RI News Portal. Jakarta, 28 November 2025 – Wakil Menteri Dalam Negeri (Wamendagri) Bima Arya Sugiarto menegaskan bahwa kepemimpinan daerah di era keterbukaan informasi harus berpindah dari pendekatan intuisi ke pendekatan berbasis data aspirasi masyarakat. Menurutnya, survei yang dilakukan lembaga kredibel merupakan instrumen paling efektif untuk membaca kebutuhan riil publik sebelum kebijakan ditetapkan.
“Sebagian besar kepala daerah masih hanya membaca hasil survei dari sisi elektabilitas semata. Padahal, di situlah letak kekayaan datanya: apa yang sebenarnya diinginkan warga,” ujar Bima Arya dalam keterangan pers usai rapat koordinasi tata kelola pemerintahan daerah, Kamis (27/11/2025).
Mantan Wali Kota Bogor dua periode ini lantas membagikan pengalaman empiriknya ketika menggunakan survei sebagai “kompas pembangunan” sejak 2012, setahun sebelum pencalonan pertamanya. Hasil survei saat itu mengungkap tiga isu dominan: kemacetan, pengelolaan sampah, dan persepsi publik terhadap tingkat inklusivitas kota.
Berbekal temuan itu, Pemerintah Kota Bogor membangun tiga ekosistem layanan publik yang terintegrasi hulu-hilir.

Pertama, pada pengelolaan sampah, pendekatan tidak lagi bertumpu pada petugas kebersihan semata, melainkan pada edukasi rumah tangga dan pemilahan berbasis komunitas. Hasilnya, setelah vakum 28 tahun, Bogor kembali meraih Piala Adipura pada 2023.

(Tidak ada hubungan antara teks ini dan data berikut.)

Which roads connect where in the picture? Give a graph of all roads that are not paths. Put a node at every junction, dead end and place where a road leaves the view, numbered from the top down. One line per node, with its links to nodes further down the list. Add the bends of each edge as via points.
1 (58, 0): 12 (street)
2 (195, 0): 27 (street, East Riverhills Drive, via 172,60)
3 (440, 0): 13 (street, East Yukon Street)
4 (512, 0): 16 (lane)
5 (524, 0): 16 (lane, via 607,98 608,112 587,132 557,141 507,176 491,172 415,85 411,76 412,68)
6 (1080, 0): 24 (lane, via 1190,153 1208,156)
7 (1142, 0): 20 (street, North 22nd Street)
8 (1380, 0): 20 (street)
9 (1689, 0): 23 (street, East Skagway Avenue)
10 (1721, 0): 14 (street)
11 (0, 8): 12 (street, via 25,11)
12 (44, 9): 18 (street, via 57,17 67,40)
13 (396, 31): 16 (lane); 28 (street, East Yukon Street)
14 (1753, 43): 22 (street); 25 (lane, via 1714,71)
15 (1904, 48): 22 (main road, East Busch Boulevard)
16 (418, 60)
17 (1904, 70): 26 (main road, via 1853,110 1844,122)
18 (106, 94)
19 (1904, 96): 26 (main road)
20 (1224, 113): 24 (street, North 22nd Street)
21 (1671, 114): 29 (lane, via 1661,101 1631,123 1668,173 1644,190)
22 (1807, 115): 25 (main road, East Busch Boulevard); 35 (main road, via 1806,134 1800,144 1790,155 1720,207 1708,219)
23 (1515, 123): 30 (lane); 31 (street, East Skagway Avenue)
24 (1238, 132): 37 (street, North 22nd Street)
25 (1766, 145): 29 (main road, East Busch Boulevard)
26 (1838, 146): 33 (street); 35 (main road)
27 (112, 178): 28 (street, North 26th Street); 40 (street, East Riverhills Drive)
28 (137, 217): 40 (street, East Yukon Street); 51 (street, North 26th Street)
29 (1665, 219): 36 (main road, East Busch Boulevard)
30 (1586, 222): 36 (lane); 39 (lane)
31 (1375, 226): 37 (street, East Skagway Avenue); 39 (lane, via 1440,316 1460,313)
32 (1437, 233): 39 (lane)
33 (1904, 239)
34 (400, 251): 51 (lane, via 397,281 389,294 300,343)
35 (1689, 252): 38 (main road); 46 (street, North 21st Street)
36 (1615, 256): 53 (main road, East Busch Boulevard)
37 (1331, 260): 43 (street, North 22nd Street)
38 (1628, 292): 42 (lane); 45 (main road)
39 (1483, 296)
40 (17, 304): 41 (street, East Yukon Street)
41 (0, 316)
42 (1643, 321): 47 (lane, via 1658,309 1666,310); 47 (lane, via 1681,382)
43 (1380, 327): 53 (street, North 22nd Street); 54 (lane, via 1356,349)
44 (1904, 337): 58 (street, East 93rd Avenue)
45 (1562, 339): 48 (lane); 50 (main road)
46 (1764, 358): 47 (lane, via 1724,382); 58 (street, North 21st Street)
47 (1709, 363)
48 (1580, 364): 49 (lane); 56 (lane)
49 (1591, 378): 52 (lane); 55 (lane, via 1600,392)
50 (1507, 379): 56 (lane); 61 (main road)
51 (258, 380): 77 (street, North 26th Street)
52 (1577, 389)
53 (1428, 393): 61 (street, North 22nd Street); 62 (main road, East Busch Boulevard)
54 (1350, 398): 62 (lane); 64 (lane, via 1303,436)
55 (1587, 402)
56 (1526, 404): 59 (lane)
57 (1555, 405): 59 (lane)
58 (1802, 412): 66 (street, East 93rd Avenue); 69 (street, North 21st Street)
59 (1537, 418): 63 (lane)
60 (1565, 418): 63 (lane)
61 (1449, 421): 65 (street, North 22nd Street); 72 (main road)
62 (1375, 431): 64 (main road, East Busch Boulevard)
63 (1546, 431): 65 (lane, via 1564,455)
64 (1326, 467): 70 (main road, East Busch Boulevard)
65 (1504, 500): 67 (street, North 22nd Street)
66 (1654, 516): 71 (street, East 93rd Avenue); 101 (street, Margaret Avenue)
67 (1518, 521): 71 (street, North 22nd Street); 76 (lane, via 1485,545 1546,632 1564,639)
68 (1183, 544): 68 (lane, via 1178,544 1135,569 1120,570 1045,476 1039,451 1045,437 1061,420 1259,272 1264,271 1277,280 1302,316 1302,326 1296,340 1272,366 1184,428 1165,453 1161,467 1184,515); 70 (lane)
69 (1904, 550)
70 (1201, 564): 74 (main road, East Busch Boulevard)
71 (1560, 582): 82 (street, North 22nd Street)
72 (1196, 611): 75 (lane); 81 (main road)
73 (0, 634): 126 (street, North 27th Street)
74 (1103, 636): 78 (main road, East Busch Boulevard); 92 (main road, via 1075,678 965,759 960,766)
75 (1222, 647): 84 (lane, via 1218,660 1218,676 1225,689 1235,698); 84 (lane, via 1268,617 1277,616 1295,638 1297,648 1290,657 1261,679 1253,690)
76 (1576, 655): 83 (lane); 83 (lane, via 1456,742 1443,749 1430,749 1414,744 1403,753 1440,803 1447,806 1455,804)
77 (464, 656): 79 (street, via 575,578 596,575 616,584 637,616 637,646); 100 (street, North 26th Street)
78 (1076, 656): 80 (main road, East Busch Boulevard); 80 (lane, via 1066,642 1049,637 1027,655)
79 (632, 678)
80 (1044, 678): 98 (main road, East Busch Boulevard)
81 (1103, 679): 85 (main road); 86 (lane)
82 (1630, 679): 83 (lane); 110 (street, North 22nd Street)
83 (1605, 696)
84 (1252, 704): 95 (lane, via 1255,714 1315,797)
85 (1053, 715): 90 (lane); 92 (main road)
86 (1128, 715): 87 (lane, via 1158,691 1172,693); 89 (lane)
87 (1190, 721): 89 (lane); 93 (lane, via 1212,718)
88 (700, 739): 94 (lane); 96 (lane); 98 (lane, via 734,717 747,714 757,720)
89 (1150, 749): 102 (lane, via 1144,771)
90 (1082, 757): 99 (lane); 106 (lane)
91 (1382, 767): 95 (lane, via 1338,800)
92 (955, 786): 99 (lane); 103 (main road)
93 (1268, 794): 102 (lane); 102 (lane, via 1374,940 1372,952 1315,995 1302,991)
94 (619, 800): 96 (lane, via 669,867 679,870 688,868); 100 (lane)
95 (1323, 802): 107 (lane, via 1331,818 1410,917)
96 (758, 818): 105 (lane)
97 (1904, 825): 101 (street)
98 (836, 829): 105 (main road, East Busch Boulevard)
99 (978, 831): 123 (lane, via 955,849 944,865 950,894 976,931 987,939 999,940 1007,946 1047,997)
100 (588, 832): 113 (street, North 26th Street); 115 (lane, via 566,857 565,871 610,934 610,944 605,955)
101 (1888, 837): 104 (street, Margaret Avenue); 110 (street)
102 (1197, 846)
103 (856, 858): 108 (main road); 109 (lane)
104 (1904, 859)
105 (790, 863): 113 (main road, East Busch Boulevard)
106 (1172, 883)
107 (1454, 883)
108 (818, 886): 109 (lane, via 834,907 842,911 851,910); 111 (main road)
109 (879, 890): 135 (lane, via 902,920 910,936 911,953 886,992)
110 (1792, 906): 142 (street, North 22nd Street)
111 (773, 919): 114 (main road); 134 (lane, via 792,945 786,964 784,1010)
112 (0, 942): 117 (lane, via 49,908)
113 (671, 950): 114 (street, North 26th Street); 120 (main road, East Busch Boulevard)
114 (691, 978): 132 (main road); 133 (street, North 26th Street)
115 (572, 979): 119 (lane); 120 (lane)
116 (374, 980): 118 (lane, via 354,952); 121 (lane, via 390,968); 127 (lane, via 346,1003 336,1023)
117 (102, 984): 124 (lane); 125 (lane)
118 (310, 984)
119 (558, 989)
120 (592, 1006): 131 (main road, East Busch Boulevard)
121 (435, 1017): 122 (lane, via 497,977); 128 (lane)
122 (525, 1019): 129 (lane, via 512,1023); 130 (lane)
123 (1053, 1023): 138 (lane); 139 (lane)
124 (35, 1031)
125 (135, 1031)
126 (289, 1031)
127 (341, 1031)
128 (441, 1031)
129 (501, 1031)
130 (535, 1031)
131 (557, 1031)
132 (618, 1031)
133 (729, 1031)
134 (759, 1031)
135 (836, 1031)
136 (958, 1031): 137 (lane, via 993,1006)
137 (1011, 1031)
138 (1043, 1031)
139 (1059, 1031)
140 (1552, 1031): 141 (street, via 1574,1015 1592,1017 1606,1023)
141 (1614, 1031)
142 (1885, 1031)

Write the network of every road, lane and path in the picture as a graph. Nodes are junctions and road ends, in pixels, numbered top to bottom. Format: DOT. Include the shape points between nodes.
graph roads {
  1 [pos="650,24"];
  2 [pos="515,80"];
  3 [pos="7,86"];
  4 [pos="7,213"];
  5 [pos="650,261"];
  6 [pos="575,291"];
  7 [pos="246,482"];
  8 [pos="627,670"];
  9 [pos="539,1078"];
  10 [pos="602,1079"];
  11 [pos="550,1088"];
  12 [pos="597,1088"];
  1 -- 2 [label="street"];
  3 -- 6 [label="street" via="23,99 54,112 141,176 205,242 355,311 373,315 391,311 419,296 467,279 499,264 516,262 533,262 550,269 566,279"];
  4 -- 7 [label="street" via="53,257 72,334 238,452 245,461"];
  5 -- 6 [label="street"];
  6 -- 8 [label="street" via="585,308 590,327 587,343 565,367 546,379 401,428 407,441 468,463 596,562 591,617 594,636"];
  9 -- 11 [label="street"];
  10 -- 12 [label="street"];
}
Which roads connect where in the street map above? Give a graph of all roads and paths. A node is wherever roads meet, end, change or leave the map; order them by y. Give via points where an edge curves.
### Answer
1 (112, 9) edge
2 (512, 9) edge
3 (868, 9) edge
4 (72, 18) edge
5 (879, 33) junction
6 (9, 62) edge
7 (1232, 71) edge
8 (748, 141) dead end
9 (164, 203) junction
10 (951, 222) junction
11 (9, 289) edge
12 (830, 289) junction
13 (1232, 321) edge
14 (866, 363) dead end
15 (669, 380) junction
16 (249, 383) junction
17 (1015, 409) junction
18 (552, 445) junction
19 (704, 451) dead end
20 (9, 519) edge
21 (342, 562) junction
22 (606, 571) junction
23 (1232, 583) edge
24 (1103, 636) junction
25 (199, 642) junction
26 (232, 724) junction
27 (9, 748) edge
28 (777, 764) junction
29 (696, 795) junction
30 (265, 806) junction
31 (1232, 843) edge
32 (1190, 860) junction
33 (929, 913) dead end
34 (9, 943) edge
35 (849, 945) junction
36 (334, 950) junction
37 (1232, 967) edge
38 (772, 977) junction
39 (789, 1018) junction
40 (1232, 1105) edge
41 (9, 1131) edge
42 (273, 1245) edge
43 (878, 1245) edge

Kedua, di sektor transportasi, Bogor yang dikenal sebagai “kota sejuta angkot” mengimplementasikan Program Konversi Angkot dengan menggabungkan tiga unit angkot menjadi satu bus berkapasitas lebih besar. Program ini tidak hanya menyentuh infrastruktur, tetapi juga perubahan budaya penggunaan transportasi publik.
Ketiga, pemberdayaan ekonomi kerakyatan dilakukan melalui pengembangan Kampung Tematik di wilayah-wilayah dengan tingkat kesejahteraan rendah, seperti Mulyaharja dan Bojongkerta. Model ini mengintegrasikan pendidikan generasi muda, peningkatan kapasitas perempuan sebagai pengelola usaha, serta pengembangan potensi wisata berbasis komunitas. Program yang dirintis di tengah pandemi Covid-19 tersebut kini menjadi destinasi wisata yang berkontribusi signifikan terhadap pendapatan warga setempat.
Baca juga : KPK Pastikan Pembebasan Ira Puspadewi Cs Segera Dilaksanakan Pasca-Keppres Rehabilitasi Prabowo
“Sem atau ketiga contoh ini menunjukkan satu pola yang sama: kebijakan yang berhasil adalah kebijakan yang membangun ekosistem, bukan sekadar proyek fisik. Ekosistem itu melibatkan edukasi, pemberdayaan masyarakat, dan kolaborasi lintas pemangku kepentingan,” tegas Bima.
Ia menekankan bahwa pendekatan ekosistem tidak hanya relevan untuk kota besar, tetapi juga dapat direplikasi di kabupaten maupun provinsi dengan penyesuaian konteks lokal. Yang terpenting, lanjutnya, kepala daerah harus memiliki kemauan untuk “mendengarkan terlebih dahulu” sebelum “memutuskan”.
“Survei bukan sekadar alat politik elektoral. Survei adalah alat diagnosa sosial yang memungkinkan kita membuat kebijakan yang tepat sasaran, tepat manfaat, dan berkelanjutan,” pungkas politikus Partai Amanat Nasional ini.
Pernyataan Wamendagri ini sekaligus menjadi sinyal bagi 548 kepala daerah hasil Pilkada 2024 yang akan dilantik dalam beberapa bulan mendatang, bahwa tata kelola berbasis aspirasi masyarakat akan menjadi salah satu indikator utama penilaian kinerja di masa depan.